Open vs Proprietary platforms
A few weeks ago, Twitter suspended two of Ubermedia’s clients from accessing the Twitter API. I was busy at the time and didn’t pay much attention but Twitter’s recent announcement discouraging the development of new Twitter clients and a tweet from entrepreneur/VC Max Niederhofer (“What if the inventor of SMTP had told people to stop building email clients? Will Twitter go the way of Usenet?“) got me thinking about whole affair again.
There’s an interesting dynamic happening here. In principle, there’s no barrier to building an open version of Twitter (or Facebook, for that matter). In fact, SMTP and Usenet are good examples of open, decentralised platforms for e-mail and discussion boards, respectively. There’s no reason you couldn’t have multiple micro-blogging sites, publishing RSS-style feeds that are aggregated on the client side. But Twitter don’t want that because, in that scenario, the network effects that currently drive everyone to Twitter would be neutralised. A lot of the eyeballs that Twitter wants to display adverts to would disappear, and Twitter would go the way of Compuserve. In fact, there are indications that Twitter is moving away from open standards like RSS.
So, Twitter needs to own its users’ eyeballs in order to generate revenue from them and justify its multi-billion dollar valuation. But what happens if users are accessing Twitter through a third-party app (like Ubermedia’s apps) that connects via Twitter’s API? Ownership of those users’ eyeballs is a little murkier. Arguably, Ubermedia has more control over them than Twitter. If Ubermedia were to add support for other micro-blogging platforms to their clients, Twitter could very rapidly lose it’s dominant position (and the attendant market valuation).
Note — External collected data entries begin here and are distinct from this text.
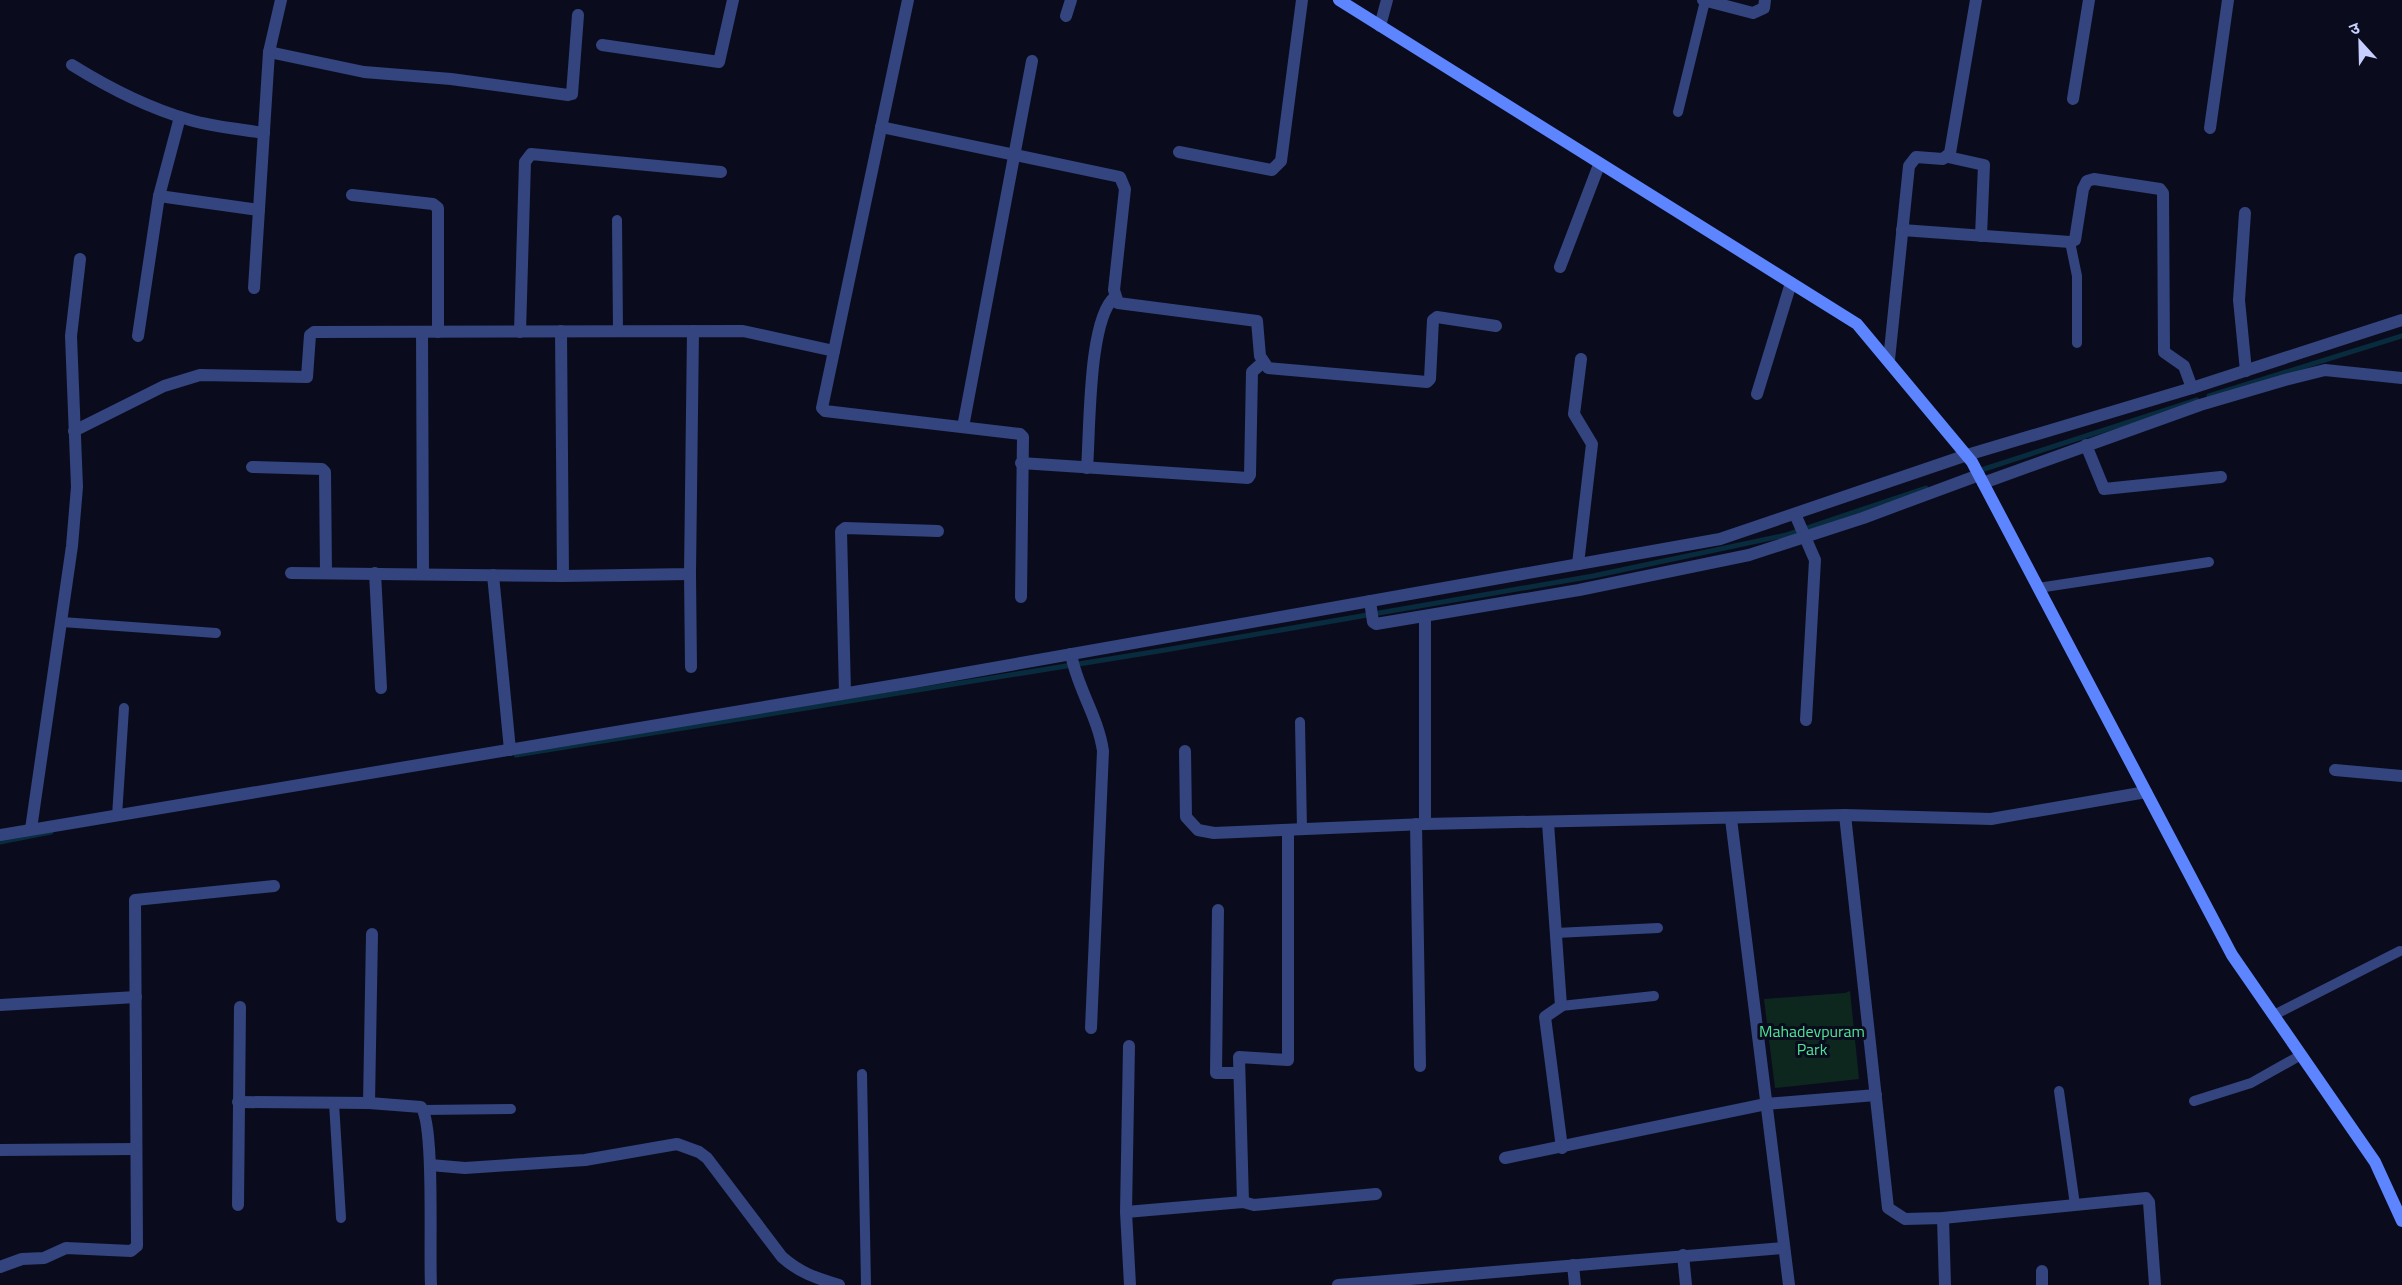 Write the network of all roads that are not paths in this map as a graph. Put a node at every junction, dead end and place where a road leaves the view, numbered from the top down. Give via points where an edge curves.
1 (281, 0) edge
2 (733, 0) edge
3 (908, 0) edge
4 (1071, 0) edge
5 (1302, 0) edge
6 (1339, 0) edge
7 (1387, 0) edge
8 (1704, 0) edge
9 (1765, 0) edge
10 (1976, 0) edge
11 (2089, 0) edge
12 (2229, 0) edge
13 (578, 15) dead end
14 (1066, 16) dead end
15 (1380, 26) junction
16 (602, 45) dead end
17 (269, 52) junction
18 (1032, 61) dead end
19 (72, 65) dead end
20 (2073, 99) dead end
21 (1678, 111) dead end
22 (180, 117) junction
23 (881, 127) junction
24 (2210, 128) dead end
25 (264, 133) junction
26 (1179, 152) dead end
27 (1014, 154) junction
28 (1948, 157) junction
29 (1599, 165) junction
30 (721, 172) dead end
31 (352, 195) dead end
32 (159, 196) junction
33 (259, 210) junction
34 (2245, 213) dead end
35 (617, 220) dead end
36 (1902, 230) junction
37 (1981, 236) junction
38 (2070, 242) junction
39 (80, 259) dead end
40 (1560, 267) dead end
41 (1791, 283) junction
42 (254, 288) dead end
43 (1115, 297) junction
44 (2402, 320) edge
45 (1496, 326) dead end
46 (693, 331) junction
47 (422, 332) junction
48 (438, 332) junction
49 (520, 332) junction
50 (561, 332) junction
51 (618, 332) junction
52 (138, 336) dead end
53 (2077, 343) dead end
54 (834, 351) junction
55 (1581, 359) dead end
56 (1889, 360) junction
57 (1262, 363) junction
58 (2246, 371) junction
59 (2402, 378) edge
60 (2193, 388) junction
61 (1757, 394) dead end
62 (963, 427) junction
63 (74, 431) junction
64 (2086, 445) junction
65 (1970, 459) junction
66 (1021, 463) junction
67 (252, 467) dead end
68 (1088, 468) junction
69 (1980, 477) junction
70 (2221, 477) dead end
71 (1795, 516) junction
72 (938, 531) dead end
73 (1804, 535) junction
74 (2209, 562) dead end
75 (1578, 564) junction
76 (291, 573) dead end
77 (326, 573) junction
78 (375, 573) junction
79 (423, 574) junction
80 (690, 574) junction
81 (493, 575) junction
82 (563, 576) junction
83 (2038, 588) junction
84 (1021, 597) dead end
85 (1371, 603) junction
86 (1425, 616) junction
87 (62, 622) junction
88 (216, 633) dead end
89 (1072, 661) junction
90 (691, 668) dead end
91 (381, 688) dead end
92 (845, 693) junction
93 (124, 708) dead end
94 (1806, 720) dead end
95 (1300, 722) dead end
96 (510, 750) junction
97 (1185, 751) dead end
98 (2335, 770) dead end
99 (2402, 776) edge
100 (2146, 792) junction
101 (1845, 815) junction
102 (117, 816) junction
103 (1731, 819) junction
104 (1548, 823) junction
105 (1421, 824) junction
106 (31, 829) junction
107 (1302, 829) junction
108 (1288, 830) junction
109 (0, 835) edge
110 (274, 886) dead end
111 (1218, 910) dead end
112 (1658, 928) dead end
113 (1556, 933) junction
114 (372, 934) dead end
115 (2400, 951) dead end
116 (1654, 996) dead end
117 (136, 997) junction
118 (0, 1005) edge
119 (1561, 1006) junction
120 (240, 1007) dead end
121 (2274, 1015) junction
122 (1091, 1028) dead end
123 (1129, 1046) dead end
124 (2301, 1055) junction
125 (1420, 1066) dead end
126 (1239, 1073) junction
127 (862, 1074) dead end
128 (2059, 1091) dead end
129 (1876, 1095) junction
130 (2194, 1101) dead end
131 (238, 1102) junction
132 (334, 1103) junction
133 (369, 1103) junction
134 (1766, 1104) junction
135 (423, 1110) junction
136 (511, 1110) dead end
137 (1562, 1148) junction
138 (136, 1149) junction
139 (0, 1150) edge
140 (1505, 1158) dead end
141 (430, 1165) junction
142 (1376, 1194) dead end
143 (1243, 1202) junction
144 (237, 1205) dead end
145 (2075, 1205) junction
146 (1126, 1212) junction
147 (341, 1218) dead end
148 (1943, 1218) junction
149 (2402, 1221) edge
150 (1784, 1248) junction
151 (1683, 1255) junction
152 (1573, 1265) junction
153 (0, 1267) edge
154 (2042, 1271) dead end
155 (1423, 1282) edge
156 (431, 1285) edge
157 (839, 1285) edge
158 (866, 1285) edge
159 (1130, 1285) edge
160 (1338, 1285) edge
161 (1575, 1285) edge
162 (1686, 1285) edge
163 (1789, 1285) edge
164 (1945, 1285) edge
165 (2042, 1285) edge
166 (2156, 1285) edge

1 - 17 street
2 - 16 street via 719,62
3 - 23 street
4 - 14 street
5 - 26 street via 1281,161 1277,167 1272,170
6 - 15 street
7 - 15 street
8 - 9 street via 1753,13 1764,8
8 - 21 lane
10 - 28 street
11 - 20 street
12 - 24 street
13 - 17 street via 570,95 452,78 364,72
15 - 29 street
17 - 25 street
18 - 27 street
19 - 22 street via 105,86
22 - 25 street
22 - 32 street
23 - 27 street
23 - 54 street
25 - 33 street
27 - 43 street via 1120,177 1125,189
27 - 62 street
28 - 36 street via 1911,160
28 - 37 street via 1984,165
29 - 40 street
29 - 41 street
30 - 49 street via 531,154 527,157
31 - 48 street via 433,204 438,208
32 - 33 street
32 - 52 street
33 - 42 street
34 - 58 street via 2239,300
35 - 51 lane
36 - 37 street
36 - 56 street
37 - 38 street
38 - 53 lane via 2077,276
38 - 60 street via 2075,240 2087,181 2160,189 2164,352 2184,366
39 - 63 street via 71,336
41 - 56 street via 1857,324
41 - 61 street
43 - 57 street via 1118,303 1257,321
43 - 68 street via 1104,309 1096,333
44 - 58 street
45 - 57 street via 1437,316 1433,320 1427,382 1268,368
46 - 51 street
46 - 54 street via 743,331
46 - 80 street
47 - 48 street
47 - 63 street via 314,332 310,335 307,377 200,375 164,386
47 - 79 street
48 - 49 street
49 - 50 street
50 - 51 street
50 - 82 street
54 - 62 street via 823,410
55 - 75 street via 1574,414 1592,444
56 - 65 street
57 - 68 street via 1252,372 1248,478
58 - 60 street
59 - 64 street via 2325,370 2200,405
60 - 65 street
62 - 66 street via 1020,434
63 - 87 street via 78,487
64 - 69 street
64 - 70 street via 2104,489
65 - 69 street
65 - 71 street
66 - 68 street
66 - 84 street
67 - 77 street via 325,472
69 - 73 street
69 - 83 street
71 - 73 street
71 - 75 street via 1720,538
72 - 92 street via 842,531
73 - 86 street via 1749,555
73 - 94 street via 1815,560
74 - 83 lane
75 - 85 street
76 - 77 street
77 - 78 street
78 - 79 street
78 - 91 street
79 - 81 street
80 - 82 street
80 - 90 street
81 - 82 street
81 - 96 street
83 - 100 street
85 - 86 street via 1376,624
85 - 89 street
86 - 105 street
87 - 88 lane
87 - 106 street
89 - 92 street
89 - 122 street via 1100,732 1103,751
92 - 96 street
93 - 102 lane
95 - 107 lane
96 - 102 street
97 - 108 street via 1186,817 1198,830
98 - 99 street
100 - 101 street via 1991,819
100 - 121 street via 2232,956
101 - 103 street
101 - 129 street
102 - 106 street
103 - 104 street
103 - 134 street
104 - 105 street
104 - 113 street
105 - 107 street
105 - 125 street
106 - 109 street
107 - 108 street
108 - 126 street via 1288,1060 1239,1057
110 - 117 street via 136,898
111 - 126 street via 1216,1073
112 - 113 lane
113 - 119 street
114 - 133 street
115 - 121 lane
116 - 119 lane
117 - 118 street
117 - 138 street
119 - 137 street via 1545,1017
120 - 131 street
121 - 124 street
123 - 146 street
124 - 130 lane via 2252,1083
124 - 149 street via 2374,1162
126 - 143 street
127 - 158 lane
128 - 145 lane
129 - 134 street
129 - 148 street via 1888,1208 1905,1219
131 - 132 street
131 - 144 street
132 - 133 street
132 - 147 lane
133 - 135 street
134 - 137 street
134 - 150 street
135 - 136 lane
135 - 141 street
137 - 140 street
138 - 139 street
138 - 153 street via 134,1249 66,1248 44,1258 22,1259
141 - 156 street
141 - 157 street via 465,1168 585,1160 677,1144 707,1158 782,1257 805,1275
142 - 143 street via 1254,1205
143 - 146 street
145 - 148 street
145 - 166 street via 2146,1198
146 - 159 street
148 - 164 street
150 - 151 street
150 - 163 street
151 - 152 street
151 - 162 street
152 - 155 street
152 - 161 street
154 - 165 street
155 - 160 street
Twitter’s response was to stomp on Ubermedia by suspending its clients. They’d probably like to withdraw support for third-party clients altogether but there’d be a massive outcry and, potentially, the risk of legal action or some kind of FTC investigation, so they’ve settled for making it clear that new Twitter clients are unwelcome. More interestingly, they’ve also made changes to the T&Cs that are clearly designed to prevent developers from siphoning Twitter content into their own micro-blogging service, including a stipulation that third-party clients “must use the Twitter API as the sole source for features that are substantially similar to functionality offered by Twitter” and “may not use Twitter Content or other data collected from end users of your Client to create or maintain a separate status update or social network database or service.”
Exactly what this means for apps like TweetDeck, which includes support for Facebook, MySpace and LinkedIn status updates, remains to be seen. Coincidentally, Ubermedia is rumoured to have agreed to acquire TweetDeck (as if the plot weren’t thick enough already).
It’ll be interesting to see what happens next.